The “Access panel to duct segment proportionality” validation test if they are proportionally too large for a duct segment this can over time stress the duct segment leading to safety and maintenance issue resulting in the replacement of both access panel and duct segment.

Cost to redesign £100. Cost to retrofit compliant £800.

Access Panel placement relative to Damper

The “Access panel to Damper” distance validation tests whether the Access panel door is within a maximum distance from a Damper. The maximum distance represents a distance which allows a maintenance operative to perform the cleaning function. If the maximum distance is exceeded the operation may be unduly strenuous and be a safety hazard to the operative or worst case inhibit the cleaning operation entirely.

Access panel clearance

The “Access panel clearance” validation tests whether any objects obstruct access to the access panel. A lack of clearance may prevent an operative gaining entry and performing the maintenance function which may be grounds for closure of an entire facility.

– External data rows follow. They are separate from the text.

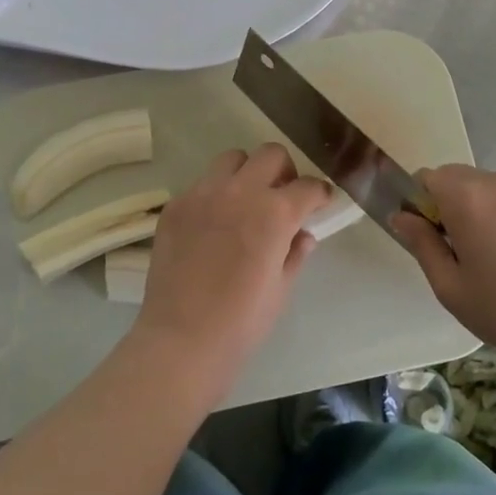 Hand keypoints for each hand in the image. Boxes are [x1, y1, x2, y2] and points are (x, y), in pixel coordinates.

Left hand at [135, 144, 333, 387]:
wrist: (182, 339)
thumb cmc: (242, 322)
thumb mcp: (281, 288)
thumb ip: (295, 253)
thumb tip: (302, 235)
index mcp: (274, 213)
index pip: (307, 186)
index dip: (319, 194)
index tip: (320, 203)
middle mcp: (239, 192)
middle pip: (270, 155)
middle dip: (284, 172)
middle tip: (283, 198)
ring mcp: (202, 195)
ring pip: (232, 160)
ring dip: (247, 174)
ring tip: (245, 203)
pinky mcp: (175, 207)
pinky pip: (201, 185)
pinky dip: (215, 195)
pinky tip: (213, 226)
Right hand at [392, 165, 495, 370]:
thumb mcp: (449, 285)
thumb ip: (421, 243)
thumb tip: (401, 216)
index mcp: (467, 199)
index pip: (428, 176)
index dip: (420, 202)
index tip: (428, 235)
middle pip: (458, 177)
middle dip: (449, 203)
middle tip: (458, 249)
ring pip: (489, 188)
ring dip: (480, 209)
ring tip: (493, 256) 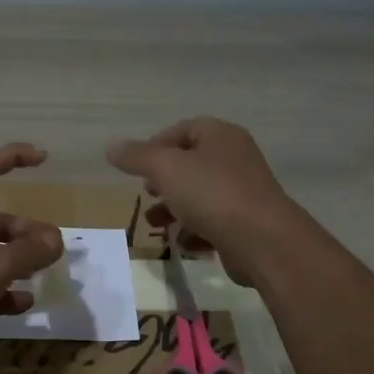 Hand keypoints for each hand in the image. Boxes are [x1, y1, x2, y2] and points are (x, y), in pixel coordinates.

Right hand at [107, 117, 302, 285]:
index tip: (136, 167)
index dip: (156, 145)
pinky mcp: (246, 225)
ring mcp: (243, 193)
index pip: (183, 130)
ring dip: (174, 209)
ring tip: (155, 223)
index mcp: (220, 136)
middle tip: (146, 192)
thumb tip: (111, 146)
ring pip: (200, 196)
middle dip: (164, 180)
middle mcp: (235, 159)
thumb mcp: (166, 168)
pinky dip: (194, 231)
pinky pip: (213, 223)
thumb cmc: (212, 194)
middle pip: (191, 164)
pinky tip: (182, 243)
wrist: (263, 241)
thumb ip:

Access panel distance to Ceiling

The “Access panel maximum distance to Ceiling” validation tests the extent of the distance between the ceiling and the access panel. Where the distance exceeds 500mm it is suggested that the maintenance operative will be unable to reach up sufficiently high enough to allow the effective cleaning of a related damper.

Where this is found to be the case the ceiling type may not offer the operative any remedial choices to improve their ability to access the access panel.

* design outputs must allow for the differentiation of object classes.